Guest Post
by Mark Ramzy, DO, EMT-P
(@MRamzyDO)
EM Resident Physician
Drexel University, Department of Emergency Medicine
Editors Note
Mark just published his research on Dual External Defibrillation in Prehospital Emergency Care.
Hamilton R, Ramzy M. Dual defibrillation is highly variable: an analysis of pulse interval delivered in dual defibrillation. Prehospital Emergency Care. 2019 (PMID 31116612)
EMS calls ahead:
They are bringing in a 54-year-old male who collapsed while walking on a college campus. By-stander hands-only CPR was performed and one shock was delivered by an AED. The EMS crew arrives and states that the initial rhythm was ventricular fibrillation (VF). A total of three shocks, and two doses of epinephrine were given en route all with on-going CPR. Ventricular fibrillation is noted on the hospital monitor and a fifth shock is delivered. CPR is resumed, and Amiodarone is also administered. On the next rhythm check, VF is seen again, so another shock is delivered. Calcium gluconate is given in addition to another dose of epinephrine, all while good-quality CPR is being continued. VF is seen yet again, and a seventh shock is administered. At this point, someone in the resuscitation team suggests getting a second defibrillator and your medical student loudly wonders “Wait, what’s wrong with this defibrillator?”
Your Answer:
ABSOLUTELY NOTHING. You need another defibrillator because this patient is in Refractory ventricular fibrillation (RVF) and you’re about to do Dual External Defibrillation (DED). Before getting into the details about DED we have to define RVF, which is persistent ventricular fibrillation (VF) with no response to three or more defibrillations.1-5
What’s some of the literature say on RVF and DED?

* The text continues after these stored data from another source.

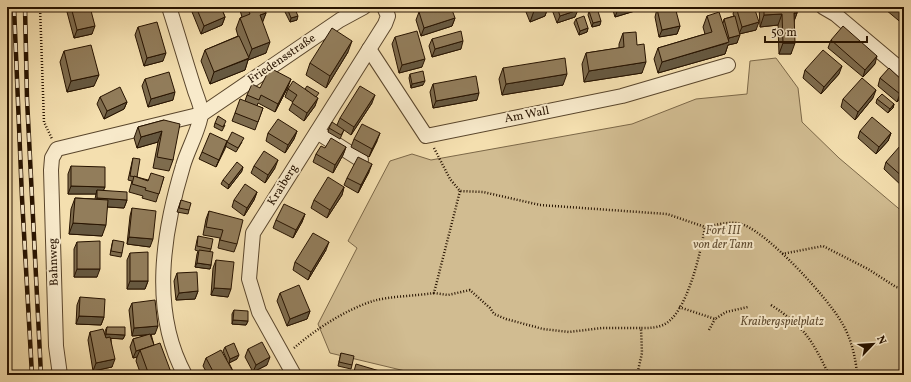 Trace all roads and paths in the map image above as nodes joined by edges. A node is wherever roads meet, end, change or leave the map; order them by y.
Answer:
1 (40, 7) edge
2 (169, 7) edge
3 (364, 7) edge
4 (384, 7) edge
5 (823, 7) edge
6 (369, 49) junction
7 (728, 65) dead end
8 (904, 72) edge
9 (202, 114) junction
10 (317, 132) junction
11 (426, 136) junction
12 (56, 149) junction
13 (362, 160) edge
14 (460, 191) junction
15 (705, 227) junction
16 (782, 254) junction
17 (904, 289) edge
18 (434, 293) junction
19 (771, 305) dead end
20 (679, 307) junction
21 (748, 307) dead end
22 (715, 319) junction
23 (641, 328) junction
24 (712, 328) dead end
25 (283, 358) junction
26 (60, 375) edge
27 (185, 375) edge
28 (294, 375) edge
29 (637, 375) edge
30 (829, 375) edge
31 (858, 375) edge

1 - 12 path
2 - 9 street
3 - 9 street, Friedensstraße
4 - 6 street, Kraiberg
5 - 8 street
6 - 10 street, Kraiberg
6 - 11 street
7 - 11 street, Am Wall
9 - 12 street
9 - 27 street
10 - 13 street
10 - 25 street, Kraiberg
11 - 14 path
12 - 26 street, Bahnweg
14 - 15 path
14 - 18 path
15 - 16 path
15 - 20 path
16 - 17 path
16 - 31 path
18 - 23 path
18 - 25 path
19 - 30 path
20 - 22 path
20 - 23 path
21 - 22 path
22 - 24 path
23 - 29 path
25 - 28 street, Kraiberg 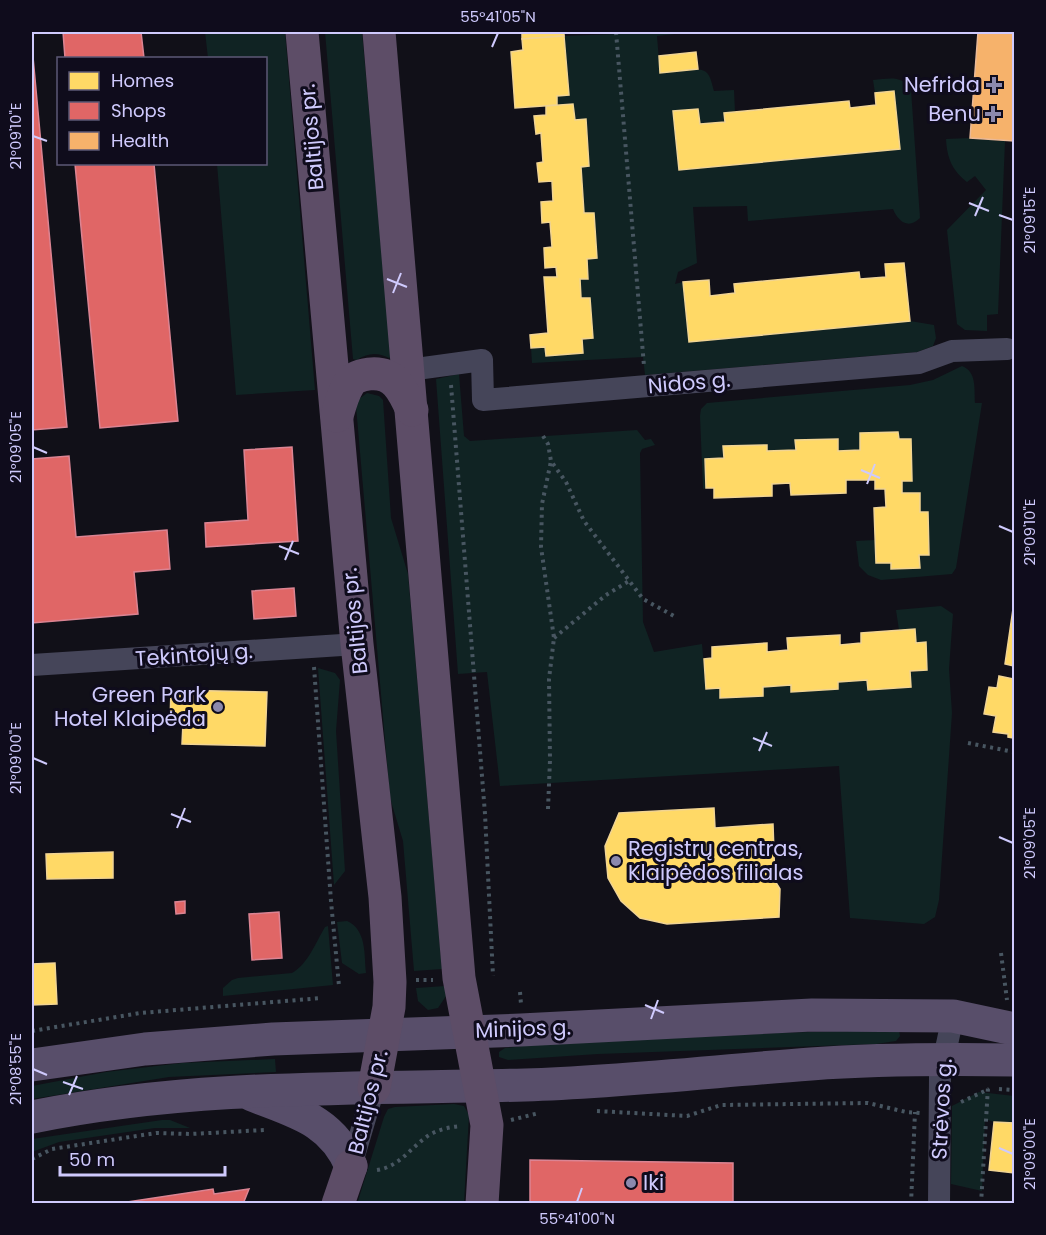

RVF depends on multiple variables: time in VF, body habitus (despite animal models showing inverse relationship with defibrillation), total defibrillator energy used, chronic lung disease and use of antiarrhythmic agents.6,7 Multiple case reports have shown the effectiveness of a second defibrillator in terminating RVF.3-5,8,9. In a large literature review, DED terminated RVF in 77% of the 39 cases. More importantly 11 of those patients who received DED were discharged with a Cerebral Performance Category (CPC) score of 2 or less, indicating good neurologic outcomes. 2 (Figure 1)
FIGURE 1: Breakdown of Cerebral Performance Category (CPC) scale. Source: REBELem
How much do you REALLY know about a defibrillator?
A defibrillator potential is specific to the manufacturer and the model. Most hospitals and ambulance companies are using biphasic devices which deliver up to a MAX of 360 Joules (J) in a reticilinear or high-peak distribution. The type of waveform for DED doesn’t matter as much as the duration of the defibrillator potential. Using an oscilloscope, one can measure the exact duration of each part of a potential down to the microsecond. Each biphasic defibrillation potential has to have a positive deflection and a negative deflection. Some older models have a neutral period where the two vectors of electricity cross. In the high-peak biphasic defibrillator model shown below the total time of the defibrillation potential is, 13.2 milliseconds, the cumulative total of the positive, neutral and negative deflections (Figure 2)
FIGURE 2: An oscilloscope screenshot of a High-Peak Biphasic Defibrillator. Note the positive deflection measures 7.4 milliseconds (green), followed by the neutral period measures 0.8 milliseconds (orange) and lastly the negative deflection in 5.04 milliseconds (red). The cumulative sum of all these is, 13.2 milliseconds (blue), the total time of the defibrillation potential for this particular model
After a defibrillator discharges, there is a refractory or vulnerable period where it physically can not administer another shock. During this period, the device is analyzing and recording exactly how much energy was given. It’s also verifying its internal protective resistor was not damaged as sometimes its own electrical energy, although often very minimal, can revert back unto itself. Once all these internal checks are clear, often taking 30 seconds to a minute, the defibrillator is ready to be used again.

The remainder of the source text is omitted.